====== Data records

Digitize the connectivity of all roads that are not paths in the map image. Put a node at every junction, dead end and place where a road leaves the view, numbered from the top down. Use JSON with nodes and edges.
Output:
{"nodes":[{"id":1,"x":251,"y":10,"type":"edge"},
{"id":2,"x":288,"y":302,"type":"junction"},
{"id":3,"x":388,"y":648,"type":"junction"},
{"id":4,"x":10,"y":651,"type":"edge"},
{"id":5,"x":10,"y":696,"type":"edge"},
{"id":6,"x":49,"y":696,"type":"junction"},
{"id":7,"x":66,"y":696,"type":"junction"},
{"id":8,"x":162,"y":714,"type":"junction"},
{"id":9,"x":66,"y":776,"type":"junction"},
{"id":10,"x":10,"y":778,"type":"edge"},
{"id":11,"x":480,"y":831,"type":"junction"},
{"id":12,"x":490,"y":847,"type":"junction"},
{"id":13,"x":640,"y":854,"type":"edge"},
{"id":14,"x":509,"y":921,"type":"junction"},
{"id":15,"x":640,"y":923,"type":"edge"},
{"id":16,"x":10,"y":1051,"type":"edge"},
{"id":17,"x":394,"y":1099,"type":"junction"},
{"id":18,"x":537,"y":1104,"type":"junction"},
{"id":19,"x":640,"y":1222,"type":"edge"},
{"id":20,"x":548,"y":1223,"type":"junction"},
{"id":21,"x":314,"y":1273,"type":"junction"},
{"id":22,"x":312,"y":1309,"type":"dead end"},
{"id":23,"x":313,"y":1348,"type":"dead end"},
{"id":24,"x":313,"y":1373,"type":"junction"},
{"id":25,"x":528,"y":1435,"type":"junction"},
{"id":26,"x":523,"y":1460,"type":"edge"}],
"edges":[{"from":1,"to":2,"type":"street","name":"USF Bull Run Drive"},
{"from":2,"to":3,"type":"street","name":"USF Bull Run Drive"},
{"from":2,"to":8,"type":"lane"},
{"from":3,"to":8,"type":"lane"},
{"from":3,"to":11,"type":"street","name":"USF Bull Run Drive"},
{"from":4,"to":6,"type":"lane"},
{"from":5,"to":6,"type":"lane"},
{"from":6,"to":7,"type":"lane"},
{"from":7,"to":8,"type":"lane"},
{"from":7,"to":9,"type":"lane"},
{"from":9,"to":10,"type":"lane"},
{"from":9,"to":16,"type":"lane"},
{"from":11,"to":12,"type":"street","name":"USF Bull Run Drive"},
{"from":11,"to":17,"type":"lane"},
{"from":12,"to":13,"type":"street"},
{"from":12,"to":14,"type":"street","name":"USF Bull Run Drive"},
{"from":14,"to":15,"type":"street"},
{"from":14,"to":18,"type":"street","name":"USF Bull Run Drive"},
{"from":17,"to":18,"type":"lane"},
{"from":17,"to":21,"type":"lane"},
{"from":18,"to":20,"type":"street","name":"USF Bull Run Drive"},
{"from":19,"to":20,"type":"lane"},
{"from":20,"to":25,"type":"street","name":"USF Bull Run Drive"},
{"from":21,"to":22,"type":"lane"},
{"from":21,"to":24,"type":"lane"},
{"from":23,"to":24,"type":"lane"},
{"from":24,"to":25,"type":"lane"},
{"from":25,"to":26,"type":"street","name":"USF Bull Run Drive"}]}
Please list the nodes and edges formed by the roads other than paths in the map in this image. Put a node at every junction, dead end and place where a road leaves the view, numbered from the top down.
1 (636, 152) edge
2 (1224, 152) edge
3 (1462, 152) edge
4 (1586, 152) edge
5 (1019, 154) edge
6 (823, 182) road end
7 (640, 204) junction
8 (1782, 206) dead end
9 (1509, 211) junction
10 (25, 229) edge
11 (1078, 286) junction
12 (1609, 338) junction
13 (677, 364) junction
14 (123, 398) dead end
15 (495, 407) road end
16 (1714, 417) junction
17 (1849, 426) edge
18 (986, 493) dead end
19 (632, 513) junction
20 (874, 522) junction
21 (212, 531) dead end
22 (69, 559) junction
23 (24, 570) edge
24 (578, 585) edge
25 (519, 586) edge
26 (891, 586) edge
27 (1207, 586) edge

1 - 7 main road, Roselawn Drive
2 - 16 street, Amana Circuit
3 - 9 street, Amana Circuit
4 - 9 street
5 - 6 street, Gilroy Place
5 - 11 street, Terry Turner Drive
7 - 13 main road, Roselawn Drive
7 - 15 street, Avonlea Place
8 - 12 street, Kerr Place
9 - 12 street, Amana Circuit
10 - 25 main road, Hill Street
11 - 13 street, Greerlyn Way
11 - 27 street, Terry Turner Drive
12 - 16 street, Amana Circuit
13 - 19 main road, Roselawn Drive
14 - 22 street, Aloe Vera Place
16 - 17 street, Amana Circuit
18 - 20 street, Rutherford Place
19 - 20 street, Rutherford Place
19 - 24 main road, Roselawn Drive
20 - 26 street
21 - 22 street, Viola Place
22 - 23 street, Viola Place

============
====== Data records

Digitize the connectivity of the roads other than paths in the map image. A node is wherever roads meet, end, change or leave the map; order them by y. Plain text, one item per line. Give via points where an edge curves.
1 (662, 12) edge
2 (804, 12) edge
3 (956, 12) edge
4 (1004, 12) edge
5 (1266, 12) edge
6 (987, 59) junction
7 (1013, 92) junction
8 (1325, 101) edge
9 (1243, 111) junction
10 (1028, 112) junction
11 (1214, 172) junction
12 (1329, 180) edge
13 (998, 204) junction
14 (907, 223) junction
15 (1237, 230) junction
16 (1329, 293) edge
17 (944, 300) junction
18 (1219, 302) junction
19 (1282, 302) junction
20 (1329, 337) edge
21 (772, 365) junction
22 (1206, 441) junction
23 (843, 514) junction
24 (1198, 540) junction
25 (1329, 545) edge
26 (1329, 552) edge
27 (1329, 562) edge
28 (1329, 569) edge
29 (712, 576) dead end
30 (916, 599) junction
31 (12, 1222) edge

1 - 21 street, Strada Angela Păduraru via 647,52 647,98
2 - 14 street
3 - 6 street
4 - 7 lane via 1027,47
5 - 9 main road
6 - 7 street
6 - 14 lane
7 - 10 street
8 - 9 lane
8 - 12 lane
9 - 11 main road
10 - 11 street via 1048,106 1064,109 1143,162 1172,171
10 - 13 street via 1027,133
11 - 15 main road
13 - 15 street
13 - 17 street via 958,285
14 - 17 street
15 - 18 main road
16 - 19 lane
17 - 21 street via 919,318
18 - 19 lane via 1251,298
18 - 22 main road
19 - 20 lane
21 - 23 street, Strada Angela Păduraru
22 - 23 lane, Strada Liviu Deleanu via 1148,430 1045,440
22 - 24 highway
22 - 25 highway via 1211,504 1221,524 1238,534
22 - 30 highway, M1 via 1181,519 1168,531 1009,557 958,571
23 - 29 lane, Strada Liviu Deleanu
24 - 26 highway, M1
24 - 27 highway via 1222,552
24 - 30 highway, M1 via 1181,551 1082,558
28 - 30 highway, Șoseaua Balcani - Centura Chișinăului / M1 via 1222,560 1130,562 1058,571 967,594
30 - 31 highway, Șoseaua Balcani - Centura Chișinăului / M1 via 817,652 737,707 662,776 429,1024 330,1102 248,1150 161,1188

============

● **Your objective**:
Search the data for the string "Circuit" and copy each line where it appears.

● **Solved exercise**:
2 - 16 street, Amana Circuit
3 - 9 street, Amana Circuit
9 - 12 street, Amana Circuit
12 - 16 street, Amana Circuit
16 - 17 street, Amana Circuit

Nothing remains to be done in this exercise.